The tech industry is seen as an attractive field. The good pay, flexible working hours, and stable job market all make landing a career in the tech job market tempting. But what if you have no background in computer science? What if your strongest skills lie in thermodynamics, heat transfer, mechanics of materials, and fluid mechanics?

In this blog, we will go over what a mechanical engineer can do in the tech industry. 

Many of the tech giants such as Google, Apple, Microsoft, and Meta have large teams that perform hardware design, in which mechanical engineers play a key role. For instance, mechanical engineers are responsible for ensuring the thermal reliability of integrated circuits. This includes simulation, analysis, and design of cooling schemes to dissipate heat, which requires expertise in thermodynamics and heat transfer. Such roles may also involve experimental work, such as the design of thermal tests to assess the efficacy of cooling solutions. The product design of electrical components is no different than traditional product design in that mechanical engineers are also responsible for creating design prototypes using CAD. Testing these prototypes involves applying knowledge in the mechanics of solids and fluids, where finite element and multi-physics simulations are commonly used to assess product reliability and optimize performance. Whether you are working on the reliability of an iPhone or a single computer chip, the equations governing mechanical behavior are the same, making the knowledge you learned in your mechanics of solids courses versatile. Outside product design, mechanical engineers are also employed in manufacturing and quality control of products.   

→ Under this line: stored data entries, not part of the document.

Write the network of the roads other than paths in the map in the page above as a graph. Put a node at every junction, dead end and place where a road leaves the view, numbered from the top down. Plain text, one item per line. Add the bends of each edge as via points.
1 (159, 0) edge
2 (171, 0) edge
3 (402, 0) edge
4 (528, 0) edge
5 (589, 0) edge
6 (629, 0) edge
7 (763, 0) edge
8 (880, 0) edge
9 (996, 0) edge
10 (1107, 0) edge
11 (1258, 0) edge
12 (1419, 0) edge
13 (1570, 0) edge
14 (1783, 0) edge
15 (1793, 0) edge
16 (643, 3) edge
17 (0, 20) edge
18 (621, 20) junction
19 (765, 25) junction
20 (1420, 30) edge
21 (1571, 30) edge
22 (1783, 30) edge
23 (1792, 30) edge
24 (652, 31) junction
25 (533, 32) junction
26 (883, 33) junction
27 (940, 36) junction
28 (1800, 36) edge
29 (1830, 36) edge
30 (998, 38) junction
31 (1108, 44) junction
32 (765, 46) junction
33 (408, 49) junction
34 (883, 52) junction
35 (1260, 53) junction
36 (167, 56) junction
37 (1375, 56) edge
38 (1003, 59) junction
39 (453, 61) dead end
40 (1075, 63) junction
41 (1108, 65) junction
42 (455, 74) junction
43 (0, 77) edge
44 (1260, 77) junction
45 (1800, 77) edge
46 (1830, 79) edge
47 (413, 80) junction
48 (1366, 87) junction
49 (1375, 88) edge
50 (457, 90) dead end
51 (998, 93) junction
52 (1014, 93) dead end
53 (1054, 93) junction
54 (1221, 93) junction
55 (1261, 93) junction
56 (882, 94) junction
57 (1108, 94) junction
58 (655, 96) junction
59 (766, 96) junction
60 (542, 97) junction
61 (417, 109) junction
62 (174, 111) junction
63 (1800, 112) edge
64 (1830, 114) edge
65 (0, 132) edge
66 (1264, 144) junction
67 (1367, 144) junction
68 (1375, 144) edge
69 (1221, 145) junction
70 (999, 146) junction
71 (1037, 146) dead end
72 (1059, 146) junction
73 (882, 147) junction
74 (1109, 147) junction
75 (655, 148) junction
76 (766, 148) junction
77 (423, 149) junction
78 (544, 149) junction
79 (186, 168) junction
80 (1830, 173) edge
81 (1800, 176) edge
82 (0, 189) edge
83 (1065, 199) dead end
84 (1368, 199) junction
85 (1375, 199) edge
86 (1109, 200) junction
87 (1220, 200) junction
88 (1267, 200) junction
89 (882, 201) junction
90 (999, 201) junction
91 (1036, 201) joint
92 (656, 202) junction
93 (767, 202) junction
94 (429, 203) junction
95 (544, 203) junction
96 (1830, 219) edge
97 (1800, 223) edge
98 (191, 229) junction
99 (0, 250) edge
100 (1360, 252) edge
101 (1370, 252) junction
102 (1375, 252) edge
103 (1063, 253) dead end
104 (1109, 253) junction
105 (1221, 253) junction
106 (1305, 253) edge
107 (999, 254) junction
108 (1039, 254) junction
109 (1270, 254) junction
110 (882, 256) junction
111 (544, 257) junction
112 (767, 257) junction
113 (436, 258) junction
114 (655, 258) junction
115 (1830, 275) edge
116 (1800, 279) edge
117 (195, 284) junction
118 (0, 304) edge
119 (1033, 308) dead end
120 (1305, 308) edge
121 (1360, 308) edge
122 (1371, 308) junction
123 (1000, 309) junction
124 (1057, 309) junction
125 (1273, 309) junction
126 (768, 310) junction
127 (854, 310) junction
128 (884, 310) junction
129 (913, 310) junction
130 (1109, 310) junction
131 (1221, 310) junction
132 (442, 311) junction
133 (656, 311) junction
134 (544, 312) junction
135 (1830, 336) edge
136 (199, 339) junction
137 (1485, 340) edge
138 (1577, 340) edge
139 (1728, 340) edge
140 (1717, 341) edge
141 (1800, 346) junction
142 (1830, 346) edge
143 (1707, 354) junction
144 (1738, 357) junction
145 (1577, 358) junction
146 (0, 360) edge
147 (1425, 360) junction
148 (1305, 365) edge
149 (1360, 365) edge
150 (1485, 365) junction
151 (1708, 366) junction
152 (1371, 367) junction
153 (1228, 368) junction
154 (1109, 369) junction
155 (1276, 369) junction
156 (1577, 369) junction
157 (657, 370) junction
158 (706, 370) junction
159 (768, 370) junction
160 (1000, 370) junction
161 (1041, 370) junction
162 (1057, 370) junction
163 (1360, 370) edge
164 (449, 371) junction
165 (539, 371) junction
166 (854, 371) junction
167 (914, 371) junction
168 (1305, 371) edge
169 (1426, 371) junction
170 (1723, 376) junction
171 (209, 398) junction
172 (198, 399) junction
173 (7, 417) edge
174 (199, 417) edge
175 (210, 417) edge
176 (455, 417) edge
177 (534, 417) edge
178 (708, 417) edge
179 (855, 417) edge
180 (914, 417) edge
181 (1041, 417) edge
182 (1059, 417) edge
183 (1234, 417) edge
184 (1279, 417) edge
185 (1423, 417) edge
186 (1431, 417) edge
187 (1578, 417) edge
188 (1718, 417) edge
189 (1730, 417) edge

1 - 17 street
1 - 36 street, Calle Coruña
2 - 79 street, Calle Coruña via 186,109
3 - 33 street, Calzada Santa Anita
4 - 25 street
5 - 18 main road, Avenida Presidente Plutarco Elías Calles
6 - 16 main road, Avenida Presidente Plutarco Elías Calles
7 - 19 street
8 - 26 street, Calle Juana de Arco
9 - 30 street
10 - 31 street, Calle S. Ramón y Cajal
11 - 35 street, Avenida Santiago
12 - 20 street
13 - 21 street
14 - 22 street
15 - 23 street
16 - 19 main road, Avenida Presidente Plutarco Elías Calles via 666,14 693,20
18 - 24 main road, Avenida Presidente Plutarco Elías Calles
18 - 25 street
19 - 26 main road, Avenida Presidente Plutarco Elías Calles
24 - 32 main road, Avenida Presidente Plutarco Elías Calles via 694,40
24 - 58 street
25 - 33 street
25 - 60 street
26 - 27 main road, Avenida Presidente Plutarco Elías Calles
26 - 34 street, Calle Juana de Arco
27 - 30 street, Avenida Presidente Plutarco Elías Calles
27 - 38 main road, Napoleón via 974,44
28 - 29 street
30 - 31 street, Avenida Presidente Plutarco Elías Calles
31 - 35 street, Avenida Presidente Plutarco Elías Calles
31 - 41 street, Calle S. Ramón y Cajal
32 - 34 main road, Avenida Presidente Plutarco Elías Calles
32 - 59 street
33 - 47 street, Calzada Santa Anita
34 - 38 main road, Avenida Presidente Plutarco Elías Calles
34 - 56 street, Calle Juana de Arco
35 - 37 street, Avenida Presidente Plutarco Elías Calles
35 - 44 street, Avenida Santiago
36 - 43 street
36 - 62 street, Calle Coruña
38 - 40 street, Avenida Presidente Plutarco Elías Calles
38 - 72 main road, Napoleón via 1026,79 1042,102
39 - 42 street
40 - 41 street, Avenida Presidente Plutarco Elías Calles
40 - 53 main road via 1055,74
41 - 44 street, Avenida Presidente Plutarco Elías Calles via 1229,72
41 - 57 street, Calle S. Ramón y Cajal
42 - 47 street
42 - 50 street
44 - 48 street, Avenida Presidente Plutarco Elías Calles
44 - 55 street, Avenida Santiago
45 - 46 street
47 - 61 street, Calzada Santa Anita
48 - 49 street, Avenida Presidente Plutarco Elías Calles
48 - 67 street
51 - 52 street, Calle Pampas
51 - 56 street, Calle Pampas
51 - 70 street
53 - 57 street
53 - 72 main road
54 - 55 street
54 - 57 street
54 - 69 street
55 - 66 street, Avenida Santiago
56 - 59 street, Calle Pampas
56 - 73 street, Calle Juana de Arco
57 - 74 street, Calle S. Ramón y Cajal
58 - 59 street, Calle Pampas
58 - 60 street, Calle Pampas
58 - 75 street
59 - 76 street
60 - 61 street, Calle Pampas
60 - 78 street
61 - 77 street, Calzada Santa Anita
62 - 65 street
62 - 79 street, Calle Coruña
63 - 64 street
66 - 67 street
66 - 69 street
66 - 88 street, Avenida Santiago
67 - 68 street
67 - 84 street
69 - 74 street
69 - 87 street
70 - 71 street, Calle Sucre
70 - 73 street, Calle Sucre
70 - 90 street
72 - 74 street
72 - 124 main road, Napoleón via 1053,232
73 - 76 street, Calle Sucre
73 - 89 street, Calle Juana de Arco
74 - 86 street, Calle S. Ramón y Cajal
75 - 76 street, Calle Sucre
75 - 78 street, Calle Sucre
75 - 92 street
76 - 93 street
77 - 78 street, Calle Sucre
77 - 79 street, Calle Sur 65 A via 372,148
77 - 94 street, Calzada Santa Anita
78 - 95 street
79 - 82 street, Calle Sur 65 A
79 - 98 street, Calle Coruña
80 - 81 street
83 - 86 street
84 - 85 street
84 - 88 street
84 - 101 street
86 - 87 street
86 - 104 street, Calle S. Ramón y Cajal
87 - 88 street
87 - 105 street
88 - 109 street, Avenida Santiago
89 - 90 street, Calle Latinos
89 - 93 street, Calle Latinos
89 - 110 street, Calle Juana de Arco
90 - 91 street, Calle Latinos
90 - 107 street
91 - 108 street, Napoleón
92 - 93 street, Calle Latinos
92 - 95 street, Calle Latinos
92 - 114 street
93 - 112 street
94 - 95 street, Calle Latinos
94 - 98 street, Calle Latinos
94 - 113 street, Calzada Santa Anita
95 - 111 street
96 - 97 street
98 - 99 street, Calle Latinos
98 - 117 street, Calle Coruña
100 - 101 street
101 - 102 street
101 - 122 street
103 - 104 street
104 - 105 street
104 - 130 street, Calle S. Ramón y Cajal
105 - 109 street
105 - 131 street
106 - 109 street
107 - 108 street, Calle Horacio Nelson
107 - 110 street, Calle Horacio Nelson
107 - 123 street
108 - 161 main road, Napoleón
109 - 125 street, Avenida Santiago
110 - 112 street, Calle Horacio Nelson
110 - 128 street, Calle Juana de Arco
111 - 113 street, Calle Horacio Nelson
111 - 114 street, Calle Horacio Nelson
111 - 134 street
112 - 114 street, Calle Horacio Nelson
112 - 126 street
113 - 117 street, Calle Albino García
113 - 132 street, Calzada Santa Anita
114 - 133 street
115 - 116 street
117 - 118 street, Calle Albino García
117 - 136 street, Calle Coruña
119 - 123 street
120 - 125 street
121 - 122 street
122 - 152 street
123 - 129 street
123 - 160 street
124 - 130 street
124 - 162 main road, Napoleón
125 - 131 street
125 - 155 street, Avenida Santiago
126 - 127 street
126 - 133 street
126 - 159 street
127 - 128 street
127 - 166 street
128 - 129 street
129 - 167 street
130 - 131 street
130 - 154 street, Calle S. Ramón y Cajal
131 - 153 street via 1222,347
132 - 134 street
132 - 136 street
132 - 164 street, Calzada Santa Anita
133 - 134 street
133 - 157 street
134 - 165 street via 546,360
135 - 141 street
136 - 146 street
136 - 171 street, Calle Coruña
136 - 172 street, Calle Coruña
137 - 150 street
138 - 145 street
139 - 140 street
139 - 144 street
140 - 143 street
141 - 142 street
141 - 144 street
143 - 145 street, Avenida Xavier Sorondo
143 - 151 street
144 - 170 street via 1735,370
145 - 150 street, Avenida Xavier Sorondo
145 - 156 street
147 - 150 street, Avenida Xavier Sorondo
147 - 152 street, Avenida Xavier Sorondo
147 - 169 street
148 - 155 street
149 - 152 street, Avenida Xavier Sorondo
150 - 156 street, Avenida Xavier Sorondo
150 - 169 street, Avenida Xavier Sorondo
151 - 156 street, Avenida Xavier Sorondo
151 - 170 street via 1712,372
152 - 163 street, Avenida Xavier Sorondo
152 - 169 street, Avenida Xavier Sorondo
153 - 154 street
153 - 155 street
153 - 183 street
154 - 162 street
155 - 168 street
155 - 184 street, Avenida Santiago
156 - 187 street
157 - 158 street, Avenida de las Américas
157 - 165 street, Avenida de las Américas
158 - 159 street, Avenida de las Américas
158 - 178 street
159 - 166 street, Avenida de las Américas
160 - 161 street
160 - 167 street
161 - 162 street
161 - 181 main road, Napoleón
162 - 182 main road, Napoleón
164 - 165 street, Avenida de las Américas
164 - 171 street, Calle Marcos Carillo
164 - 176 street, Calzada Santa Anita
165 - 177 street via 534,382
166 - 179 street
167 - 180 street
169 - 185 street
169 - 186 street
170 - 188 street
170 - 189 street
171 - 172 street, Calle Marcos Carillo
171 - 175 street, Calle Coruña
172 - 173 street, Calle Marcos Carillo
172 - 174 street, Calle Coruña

For the past three years, I have been involved in the quality control of semiconductor devices. I perform stress and fracture analysis to ensure the devices have controlled warpages and are safe to use in products. Remarkably, doing well at the job requires no knowledge of a semiconductor device. The principles you learn in your mechanical engineering courses are general and can be applied to many systems. Don’t be afraid to look for jobs outside traditional mechanical engineering roles. 

Sammy is a 5th year PhD student at Harvard, where he is working on semiconductor reliability. He is passionate about education. He has helped teach multiple courses at Harvard and has mentored many high school students on research projects.